|Ph.D Student||Alishekevitz Dror|
|Subject||The Impact of Blocking VEGF Pathways on Tumor Re-growth and|
Metastasis Following Chemotherapy
|Department||Department of Medicine||Supervisor||PROF. Yuval Shaked|
|Full Thesis text|
Chemotherapy is one of the main treatment modalities for cancer. While it has been shown that it effectively eradicate tumor cells, tumor re-growth or spread at distant sites is eventually observed. It has been demonstrated that tumor cells acquired resistance to the therapy and that could explain the re-growth of tumors. However, growing body of evidence revealed that the host in response to therapy generated pro-tumorigenic and pro-metastatic effects which in turn could promote tumor relapse and aggressiveness. In this thesis we studied two aspects of host response to therapy on tumor growth with the focus on VEGF and VEGF receptor pathways. We asked whether such host response effects can be blocked by disrupting any of these pathways. Here we show that a combined treatment with anti-VEGF-A and folinic acid/5-fluorouracil/oxaliplatin (FOLFOX) but not with anti-VEGF-A and gemcitabine/cisplatinum (Gem/CDDP) enhances the treatment outcome partly due to reduced angiogenesis, in both primary tumors and in experimental lung metastases models. However, neither treatment group exhibited an improved treatment outcome in the spontaneous lung metastases model nor were changes in endothelial cell numbers found at metastatic sites. Since chemotherapy has recently been shown to induce tumor cell invasion, we tested the invasion properties of tumor cells when exposed to plasma from FOLFOX-treated mice or cancer patients. While plasma from FOLFOX-treated mice or patients induced invasion properties of tumor cells, the combination of anti-VEGF-A and FOLFOX abrogated these effects, despite the reduced plasma VEGF-A levels detected in FOLFOX-treated mice. Over all our results show that therapeutic benefit of VEGF-A blockade has strong correlation with the tumor stage and model.
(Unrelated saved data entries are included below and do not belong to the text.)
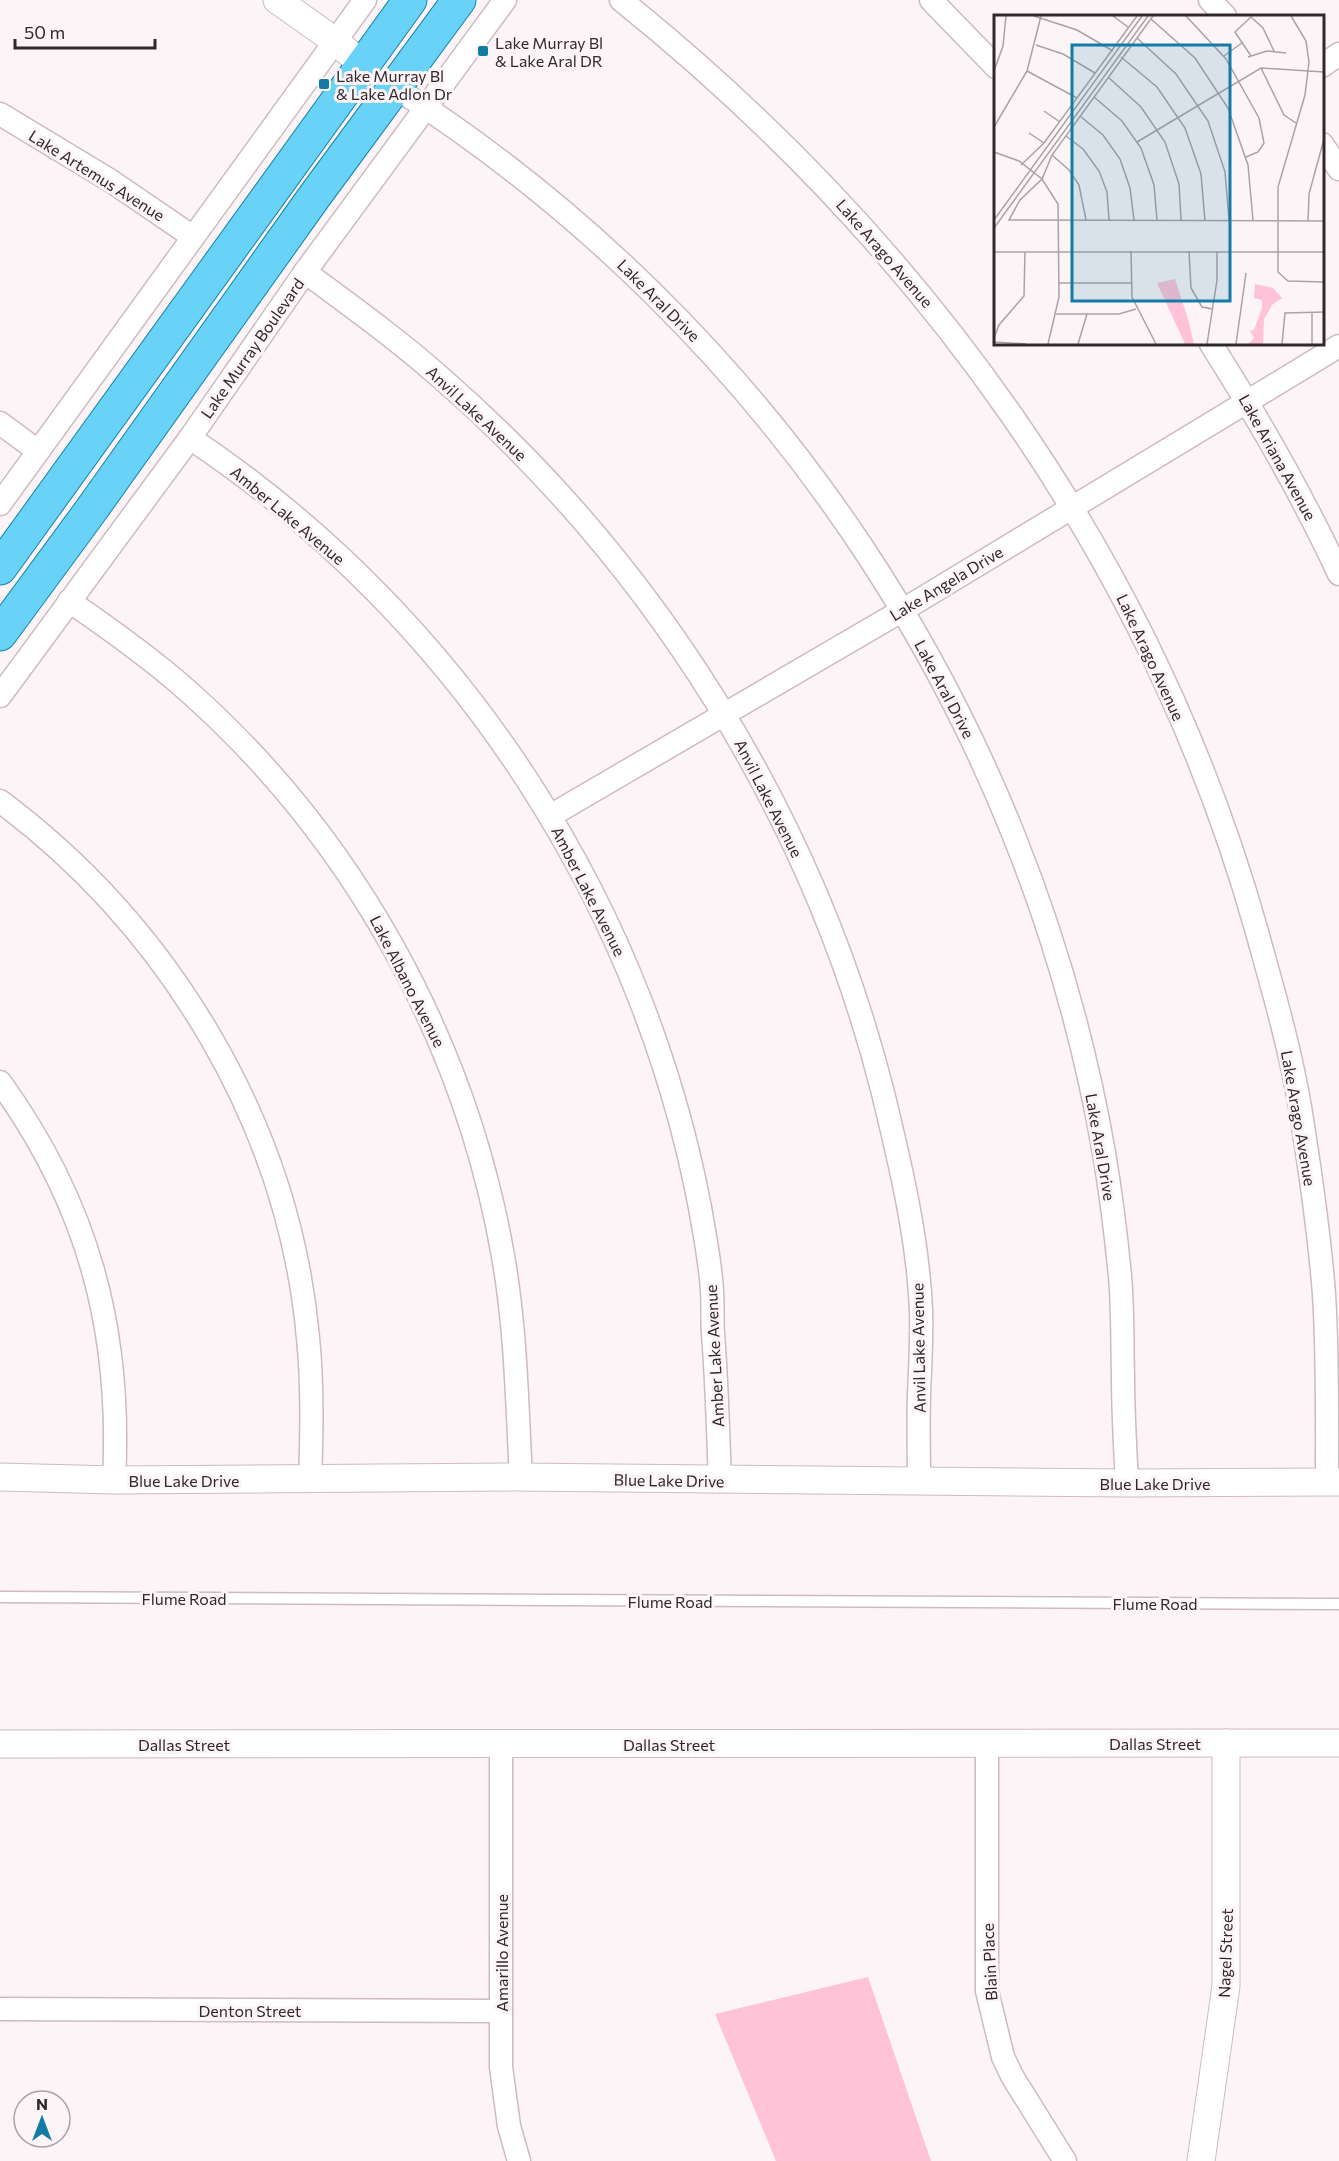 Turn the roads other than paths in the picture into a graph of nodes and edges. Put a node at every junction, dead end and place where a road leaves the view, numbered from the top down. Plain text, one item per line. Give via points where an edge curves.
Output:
1 (277, 0) edge
2 (364, 0) edge
3 (459, 0) edge
4 (505, 0) edge
5 (621, 0) edge
6 (931, 0) edge
7 (1210, 0) edge
8 (404, 9) edge
9 (1224, 15) edge
10 (335, 41) junction
11 (1339, 54) edge
12 (363, 65) junction
13 (994, 65) edge
14 (1324, 65) edge
15 (396, 88) junction
16 (427, 107) junction
17 (0, 114) edge
18 (360, 136) junction
19 (1324, 146) edge
20 (1339, 168) edge
21 (193, 237) junction
22 (305, 272) junction
23 (1212, 345) edge
24 (1339, 346) edge
25 (1248, 402) junction
26 (0, 423) edge
27 (190, 438) junction
28 (38, 451) junction
29 (0, 504) edge
30 (1072, 507) junction
31 (0, 568) edge
32 (1339, 574) edge
33 (69, 601) junction
34 (903, 610) junction
35 (0, 634) edge
36 (0, 696) edge
37 (723, 713) junction
38 (0, 801) edge
39 (550, 816) junction
40 (0, 1082) edge
41 (0, 1477) edge
42 (522, 1478) junction
43 (114, 1479) junction
44 (310, 1479) junction
45 (720, 1481) junction
46 (919, 1481) junction
47 (1333, 1482) edge
48 (1127, 1483) junction
49 (0, 1597) edge
50 (1339, 1604) edge
51 (1226, 1743) junction
52 (1339, 1743) edge
53 (0, 1744) edge
54 (501, 1744) junction
55 (987, 1744) junction
56 (0, 2009) edge
57 (501, 2011) junction
58 (519, 2161) edge
59 (1065, 2161) edge
60 (1201, 2161) edge

1 - 10 street
2 - 10 street
3 - 15 main road
4 - 16 street, Lake Murray Boulevard
5 - 30 street, Lake Arago Avenue via 676,44 774,134 879,243 995,389
6 - 13 street
7 - 9 street
8 - 12 main road
8 - 15 main road
10 - 12 street
10 - 21 street
11 - 14 street
12 - 18 main road
12 - 31 main road
15 - 16 street, Lake Aral Drive
15 - 18 main road
16 - 22 street, Lake Murray Boulevard
16 - 34 street, Lake Aral Drive via 563,210 685,324 796,453
17 - 21 street, Lake Artemus Avenue via 111,181
18 - 35 main road
19 - 20 street
21 - 28 street
22 - 27 street, Lake Murray Boulevard
22 - 37 street, Anvil Lake Avenue via 426,364 541,474 674,636
23 - 25 street, Lake Ariana Avenue
24 - 25 street, Lake Angela Drive
25 - 30 street, Lake Angela Drive
25 - 32 street, Lake Ariana Avenue
26 - 28 street
27 - 33 street, Lake Murray Boulevard
27 - 39 street, Amber Lake Avenue via 297,518 386,602 460,686
28 - 29 street
30 - 34 street, Lake Angela Drive
30 - 47 street, Lake Arago Avenue via 1145,640 1197,755 1264,952 1299,1103 1317,1224
33 - 36 street, Lake Murray Boulevard
33 - 42 street, Lake Albano Avenue via 188,691 260,761 323,838 403,964 450,1067 493,1206 510,1308
34 - 37 street, Lake Angela Drive
34 - 48 street, Lake Aral Drive via 954,701 992,781 1039,901 1076,1025 1113,1214 1120,1278
37 - 39 street, Lake Angela Drive
37 - 46 street, Anvil Lake Avenue via 759,775 808,875 876,1065 901,1174 921,1311
38 - 44 street via 92,880 152,948 203,1024 247,1106 280,1196 302,1288 312,1383
39 - 45 street, Amber Lake Avenue via 582,871 629,971 682,1128 712,1290
40 - 43 street via 61,1182 92,1263 113,1365
41 - 43 street, Blue Lake Drive
42 - 44 street, Blue Lake Drive
42 - 45 street, Blue Lake Drive
43 - 44 street, Blue Lake Drive
45 - 46 street, Blue Lake Drive
46 - 48 street, Blue Lake Drive
47 - 48 street, Blue Lake Drive
49 - 50 lane, Flume Road
51 - 52 street, Dallas Street
51 - 55 street, Dallas Street
51 - 60 street, Nagel Street via 1226,1986
53 - 54 street, Dallas Street
54 - 55 street, Dallas Street
54 - 57 street, Amarillo Avenue
55 - 59 street, Blain Place via 987,1990 1003,2057
56 - 57 street, Denton Street
57 - 58 street, Amarillo Avenue via 501,2067 509,2126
Additional growth factor investigated in this study is the pro-lymphangiogenic growth factor, VEGF-C, which was highly expressed in plasma of PTX-treated mice. Plasma from PTX-treated mice induced migration, invasion, and tube formation of lymphatic endothelial cells when compared to plasma from control mice. In both 4T1 breast and Lewis lung carcinomas an increased number of lymphatic vessels positioned at the center of tumors were found in PTX-treated mice when compared to tumors from control mice, in which the lymphatic vessels positioned only at the tumor periphery. Since VEGFR3 is a major receptor for VEGF-C-induced lymphangiogenesis, we evaluated the therapeutic effect of anti-VEGFR3 blocking antibody (31C1) in combination with PTX. 4T1 bearing mice treated with PTX? exhibited a decline in primary tumor growth and inhibition of metastases when compared to mice treated with PTX monotherapy.